History

Baldwins’ history dates back to the days when New Zealand was still a British colony, and is intimately involved with the origins of the patent attorney profession in New Zealand.

In 1886, Ernest Smith Baldwin came out from England as an engineer. He then qualified as a patent attorney and was placed on the new Patent Register which was established in 1891.  Ernest Smith Baldwin, his brother-in-law, W. Ernest Hughes, and Henry Hampton Rayward formed a new partnership under the name Hughes, Rayward and Baldwin in 1896.

Ernest Carey joined Baldwins’ Auckland office in 1919. In 1927 they were joined by Ernest Baldwin’s son Jasper and took the name Baldwin Son and Carey.
The firm successfully continued to practise throughout the depression and the Second World War and to expand and prosper in the post-war boom years under Jasper Baldwin and Ernest Carey.
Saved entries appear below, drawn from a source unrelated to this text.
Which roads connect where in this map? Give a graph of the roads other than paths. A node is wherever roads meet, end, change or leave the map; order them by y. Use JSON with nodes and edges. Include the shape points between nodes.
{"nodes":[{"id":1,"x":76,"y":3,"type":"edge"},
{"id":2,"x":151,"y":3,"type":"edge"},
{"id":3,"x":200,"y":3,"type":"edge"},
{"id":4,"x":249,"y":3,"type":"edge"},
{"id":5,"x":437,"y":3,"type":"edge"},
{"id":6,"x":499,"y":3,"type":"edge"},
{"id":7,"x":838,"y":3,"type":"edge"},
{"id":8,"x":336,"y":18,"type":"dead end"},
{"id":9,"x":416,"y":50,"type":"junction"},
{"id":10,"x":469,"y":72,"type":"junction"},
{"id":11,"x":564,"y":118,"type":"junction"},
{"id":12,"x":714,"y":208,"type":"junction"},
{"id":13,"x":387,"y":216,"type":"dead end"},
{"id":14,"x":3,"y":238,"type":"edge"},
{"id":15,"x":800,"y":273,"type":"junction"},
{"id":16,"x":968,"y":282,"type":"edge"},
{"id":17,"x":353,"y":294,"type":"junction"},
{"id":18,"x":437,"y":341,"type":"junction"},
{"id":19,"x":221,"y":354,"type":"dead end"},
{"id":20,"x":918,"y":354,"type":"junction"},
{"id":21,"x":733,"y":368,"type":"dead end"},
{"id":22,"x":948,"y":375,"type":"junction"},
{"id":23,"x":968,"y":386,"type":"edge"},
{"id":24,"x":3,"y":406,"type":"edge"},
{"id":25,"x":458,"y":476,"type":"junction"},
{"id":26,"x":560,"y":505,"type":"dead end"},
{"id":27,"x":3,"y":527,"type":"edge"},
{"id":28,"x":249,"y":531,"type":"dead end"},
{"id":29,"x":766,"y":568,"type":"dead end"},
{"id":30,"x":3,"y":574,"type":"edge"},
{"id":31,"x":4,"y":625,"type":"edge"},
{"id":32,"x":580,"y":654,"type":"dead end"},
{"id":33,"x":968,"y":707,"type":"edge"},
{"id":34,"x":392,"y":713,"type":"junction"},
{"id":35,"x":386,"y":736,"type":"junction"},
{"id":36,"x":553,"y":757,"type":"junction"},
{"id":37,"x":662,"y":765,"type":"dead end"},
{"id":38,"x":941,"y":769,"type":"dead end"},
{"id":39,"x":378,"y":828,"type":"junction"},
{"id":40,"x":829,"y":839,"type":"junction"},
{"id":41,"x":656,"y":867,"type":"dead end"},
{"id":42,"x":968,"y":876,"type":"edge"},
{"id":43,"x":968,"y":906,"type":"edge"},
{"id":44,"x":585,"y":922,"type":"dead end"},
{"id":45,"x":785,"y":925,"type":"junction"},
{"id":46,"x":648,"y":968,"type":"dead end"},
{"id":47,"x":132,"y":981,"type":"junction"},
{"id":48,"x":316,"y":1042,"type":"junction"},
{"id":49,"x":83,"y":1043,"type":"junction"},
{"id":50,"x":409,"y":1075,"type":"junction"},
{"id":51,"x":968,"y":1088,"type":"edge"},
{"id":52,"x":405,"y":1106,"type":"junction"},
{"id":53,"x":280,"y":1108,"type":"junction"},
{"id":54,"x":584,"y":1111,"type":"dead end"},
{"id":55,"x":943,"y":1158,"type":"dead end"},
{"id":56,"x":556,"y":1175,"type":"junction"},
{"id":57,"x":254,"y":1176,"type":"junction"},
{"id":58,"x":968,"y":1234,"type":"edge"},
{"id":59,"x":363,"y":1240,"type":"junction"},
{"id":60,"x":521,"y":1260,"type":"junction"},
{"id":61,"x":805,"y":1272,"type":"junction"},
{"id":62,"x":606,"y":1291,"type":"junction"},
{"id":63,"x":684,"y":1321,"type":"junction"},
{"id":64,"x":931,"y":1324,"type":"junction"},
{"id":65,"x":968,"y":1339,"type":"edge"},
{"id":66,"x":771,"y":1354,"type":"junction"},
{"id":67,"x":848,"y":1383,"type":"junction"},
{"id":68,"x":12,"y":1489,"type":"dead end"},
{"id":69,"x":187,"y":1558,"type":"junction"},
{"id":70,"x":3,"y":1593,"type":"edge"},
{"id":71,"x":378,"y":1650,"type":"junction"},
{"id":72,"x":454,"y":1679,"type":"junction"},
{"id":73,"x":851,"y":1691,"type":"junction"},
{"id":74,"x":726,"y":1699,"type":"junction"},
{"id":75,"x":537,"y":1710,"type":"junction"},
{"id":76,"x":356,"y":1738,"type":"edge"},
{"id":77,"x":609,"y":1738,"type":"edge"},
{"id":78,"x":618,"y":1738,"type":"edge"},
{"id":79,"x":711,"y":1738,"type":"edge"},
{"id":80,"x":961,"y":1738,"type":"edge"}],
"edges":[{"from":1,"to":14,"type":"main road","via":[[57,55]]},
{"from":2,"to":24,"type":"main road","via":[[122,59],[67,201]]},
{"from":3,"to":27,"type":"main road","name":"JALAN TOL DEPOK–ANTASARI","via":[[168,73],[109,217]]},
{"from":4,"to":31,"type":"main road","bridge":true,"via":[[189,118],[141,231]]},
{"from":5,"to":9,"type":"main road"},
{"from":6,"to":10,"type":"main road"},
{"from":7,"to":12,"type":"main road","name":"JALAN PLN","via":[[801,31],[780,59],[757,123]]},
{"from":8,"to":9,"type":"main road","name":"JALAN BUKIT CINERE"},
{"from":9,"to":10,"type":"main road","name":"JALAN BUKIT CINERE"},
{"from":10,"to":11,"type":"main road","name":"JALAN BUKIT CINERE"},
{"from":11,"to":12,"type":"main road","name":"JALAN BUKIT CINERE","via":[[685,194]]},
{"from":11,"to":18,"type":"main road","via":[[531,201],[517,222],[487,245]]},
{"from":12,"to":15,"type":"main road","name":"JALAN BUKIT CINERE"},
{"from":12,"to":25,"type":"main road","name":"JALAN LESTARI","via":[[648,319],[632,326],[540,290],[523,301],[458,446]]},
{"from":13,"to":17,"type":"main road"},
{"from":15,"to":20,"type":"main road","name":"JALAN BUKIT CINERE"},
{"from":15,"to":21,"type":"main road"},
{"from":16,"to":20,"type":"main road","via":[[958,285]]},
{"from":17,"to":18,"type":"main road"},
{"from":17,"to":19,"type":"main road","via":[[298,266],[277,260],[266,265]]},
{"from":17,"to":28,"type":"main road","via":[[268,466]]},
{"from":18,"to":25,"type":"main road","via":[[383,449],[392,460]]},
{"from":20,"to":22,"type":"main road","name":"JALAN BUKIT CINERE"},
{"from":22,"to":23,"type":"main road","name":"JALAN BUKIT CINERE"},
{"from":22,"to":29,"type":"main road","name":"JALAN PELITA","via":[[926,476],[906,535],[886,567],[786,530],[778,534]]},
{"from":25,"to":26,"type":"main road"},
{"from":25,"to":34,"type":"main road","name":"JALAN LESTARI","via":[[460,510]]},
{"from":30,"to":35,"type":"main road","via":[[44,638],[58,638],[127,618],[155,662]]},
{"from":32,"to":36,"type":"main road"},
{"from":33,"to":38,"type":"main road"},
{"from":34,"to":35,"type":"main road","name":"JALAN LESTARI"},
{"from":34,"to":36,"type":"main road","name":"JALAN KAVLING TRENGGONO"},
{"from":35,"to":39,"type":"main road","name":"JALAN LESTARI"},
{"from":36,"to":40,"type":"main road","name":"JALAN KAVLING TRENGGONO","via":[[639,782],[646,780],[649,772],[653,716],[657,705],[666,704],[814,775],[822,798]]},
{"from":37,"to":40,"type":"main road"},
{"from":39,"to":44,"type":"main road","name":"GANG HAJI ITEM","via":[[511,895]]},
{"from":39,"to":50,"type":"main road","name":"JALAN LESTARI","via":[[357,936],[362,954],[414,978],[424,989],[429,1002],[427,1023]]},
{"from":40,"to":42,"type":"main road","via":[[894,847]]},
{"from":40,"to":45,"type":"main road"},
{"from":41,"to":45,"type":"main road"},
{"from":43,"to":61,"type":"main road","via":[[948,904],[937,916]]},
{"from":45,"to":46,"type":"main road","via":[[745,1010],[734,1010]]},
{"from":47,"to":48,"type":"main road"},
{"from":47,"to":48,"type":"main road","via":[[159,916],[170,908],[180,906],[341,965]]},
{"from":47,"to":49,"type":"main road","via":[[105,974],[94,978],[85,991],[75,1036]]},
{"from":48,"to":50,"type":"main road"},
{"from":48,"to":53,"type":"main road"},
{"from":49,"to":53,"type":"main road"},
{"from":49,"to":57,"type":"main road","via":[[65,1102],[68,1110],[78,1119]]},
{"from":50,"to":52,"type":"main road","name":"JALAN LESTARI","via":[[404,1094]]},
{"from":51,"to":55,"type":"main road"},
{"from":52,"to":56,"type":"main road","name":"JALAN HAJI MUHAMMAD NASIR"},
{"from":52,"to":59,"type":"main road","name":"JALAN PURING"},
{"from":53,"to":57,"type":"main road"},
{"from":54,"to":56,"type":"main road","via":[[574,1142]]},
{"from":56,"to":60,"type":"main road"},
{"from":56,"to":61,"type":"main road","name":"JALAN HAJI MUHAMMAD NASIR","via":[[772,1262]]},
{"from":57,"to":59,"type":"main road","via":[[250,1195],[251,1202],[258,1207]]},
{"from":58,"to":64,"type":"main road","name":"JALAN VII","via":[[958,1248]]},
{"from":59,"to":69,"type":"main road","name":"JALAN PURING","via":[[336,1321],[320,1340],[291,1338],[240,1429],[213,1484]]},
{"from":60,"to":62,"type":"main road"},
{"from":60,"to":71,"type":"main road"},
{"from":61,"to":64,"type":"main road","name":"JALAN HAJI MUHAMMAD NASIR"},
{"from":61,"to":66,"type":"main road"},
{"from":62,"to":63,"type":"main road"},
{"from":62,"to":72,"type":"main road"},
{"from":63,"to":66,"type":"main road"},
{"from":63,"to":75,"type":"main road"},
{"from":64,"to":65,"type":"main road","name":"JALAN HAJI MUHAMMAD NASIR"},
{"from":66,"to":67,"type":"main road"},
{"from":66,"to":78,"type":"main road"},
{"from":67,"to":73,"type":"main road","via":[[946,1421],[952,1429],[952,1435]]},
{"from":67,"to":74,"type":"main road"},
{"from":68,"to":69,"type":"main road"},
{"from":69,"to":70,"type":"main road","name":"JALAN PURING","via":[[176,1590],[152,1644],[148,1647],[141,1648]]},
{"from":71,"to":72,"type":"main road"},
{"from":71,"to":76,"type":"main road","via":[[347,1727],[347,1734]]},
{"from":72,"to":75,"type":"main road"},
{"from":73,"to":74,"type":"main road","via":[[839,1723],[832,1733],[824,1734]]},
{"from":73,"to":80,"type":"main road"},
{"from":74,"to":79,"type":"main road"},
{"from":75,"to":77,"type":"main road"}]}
New partners Sydney Hewison and Jonathan Ellis joined the firm in 1967. In 1976 Sydney Hewison became senior partner on the death of Jasper Baldwin. The firm continued to expand under a dynamic partnership to become, by its centenary  in 1997, one of New Zealand’s leading intellectual property firms. It continues today to maintain its position as a leading IP firm in New Zealand.